Which luminosity function?[edit]

There is one thing that strikes me: The SI standard does not say, on which of the many luminosity functions the unit is based. Considering that V (1931) and VM (1978) differ by a factor of 7 (!) at 400 nm, this makes me really wonder. Well, I guess, since the standard is from 1979, they wouldn’t have used the highly inaccurate function from 1931, but I can nowhere find the answer to the question whether the definition of the unit has been updated in 2005, and if so, if the 2° or the 10° version is used and if the corrections of CIE (2008) are applied. These questions can still account for uncertainties of a factor about 2 at some wavelengths. —Quilbert (talk) 04:05, 16 November 2008 (UTC)

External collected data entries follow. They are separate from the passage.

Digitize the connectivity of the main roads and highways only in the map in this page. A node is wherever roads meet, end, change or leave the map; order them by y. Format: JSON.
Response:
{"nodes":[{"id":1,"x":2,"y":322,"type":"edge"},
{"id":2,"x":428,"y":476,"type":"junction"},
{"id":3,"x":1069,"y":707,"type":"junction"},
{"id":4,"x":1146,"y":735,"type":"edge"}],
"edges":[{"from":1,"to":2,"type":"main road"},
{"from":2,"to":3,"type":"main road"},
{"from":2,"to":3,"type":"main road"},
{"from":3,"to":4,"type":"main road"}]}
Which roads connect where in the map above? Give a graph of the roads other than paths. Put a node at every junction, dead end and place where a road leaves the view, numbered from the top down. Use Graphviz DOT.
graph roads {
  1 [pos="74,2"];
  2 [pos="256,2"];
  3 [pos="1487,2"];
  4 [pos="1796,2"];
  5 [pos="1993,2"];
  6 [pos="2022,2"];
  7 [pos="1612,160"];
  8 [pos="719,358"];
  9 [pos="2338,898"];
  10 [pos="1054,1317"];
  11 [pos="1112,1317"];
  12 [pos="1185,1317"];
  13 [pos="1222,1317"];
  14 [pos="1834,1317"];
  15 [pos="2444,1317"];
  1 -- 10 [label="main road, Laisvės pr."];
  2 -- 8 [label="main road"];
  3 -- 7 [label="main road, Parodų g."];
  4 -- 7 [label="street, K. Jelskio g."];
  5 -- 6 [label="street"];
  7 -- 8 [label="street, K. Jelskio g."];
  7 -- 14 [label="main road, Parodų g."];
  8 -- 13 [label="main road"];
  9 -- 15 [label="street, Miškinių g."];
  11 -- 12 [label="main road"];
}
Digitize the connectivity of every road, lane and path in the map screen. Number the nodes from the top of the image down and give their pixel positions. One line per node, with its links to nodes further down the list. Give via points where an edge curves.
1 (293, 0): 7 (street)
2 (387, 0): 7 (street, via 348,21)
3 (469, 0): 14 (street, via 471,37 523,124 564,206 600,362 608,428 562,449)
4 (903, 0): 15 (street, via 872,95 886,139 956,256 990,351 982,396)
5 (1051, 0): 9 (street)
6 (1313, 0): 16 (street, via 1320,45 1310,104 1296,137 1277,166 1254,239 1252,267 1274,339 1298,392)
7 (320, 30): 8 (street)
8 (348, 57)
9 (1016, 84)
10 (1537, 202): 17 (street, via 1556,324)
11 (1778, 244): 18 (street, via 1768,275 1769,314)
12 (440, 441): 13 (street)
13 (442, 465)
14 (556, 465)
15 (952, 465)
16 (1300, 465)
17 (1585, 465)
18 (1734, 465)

Good point. I'm pretty sure the SI specifies the Vλ 1931 photopic luminosity function some place, but I'm not sure where, and our articles don't seem to say. Dicklyon (talk) 04:31, 16 November 2008 (UTC)
This book says the 1931 is basis of the current standards in the United States, but I think that really applied to the SI. It also says that the CIE says the 1978 "would be the preferred function" sometimes. Dicklyon (talk) 04:44, 16 November 2008 (UTC)
I found those links: an appendix to the SI brochure and this one. They give some clues, but still no definite answer …
“The 1979 definition gives no prescription as to how the candela should be realized, which has the great advantage that new techniques to realize the candela can be adopted without changing the definition.”
“the CIE’s responsibility for the standardization of the action spectra of the human eye”
CIE: “… the 75 year old photometric system is still the internationally accepted basis for all visually significant light measurements. It defines one of the base units of the SI system, the candela, and as such it should have a permanent status also in the future.”
Now, the former suggests that the CIE has the authority over any changes to V(λ) as used for the SI unit, and the latter suggests that they still recommend CIE 1931. But that is only a side note and not very reliable. Maybe “photometric system” does not include V(λ) … —Quilbert (talk) 02:49, 17 November 2008 (UTC)
Considering this page, I now tend to be convinced that the candela still uses CIE 1931. —Quilbert (talk) 03:02, 17 November 2008 (UTC)

Hefner Unit[edit]

One of the units previously (late 19th – early 20th centurie) used was the Hefner unit

"A unit of luminous intensity, late 19th – early 20th centuries, equal to the horizontal intensity of the light from a lamp developed by the German engineer Friedrich Franz von Hefner-Alteneck (1845-1904) in 1884. Abbreviation, HK. Mainly used in Germany before 1942. One hefner unit is approximately 0.903 candela. [..]"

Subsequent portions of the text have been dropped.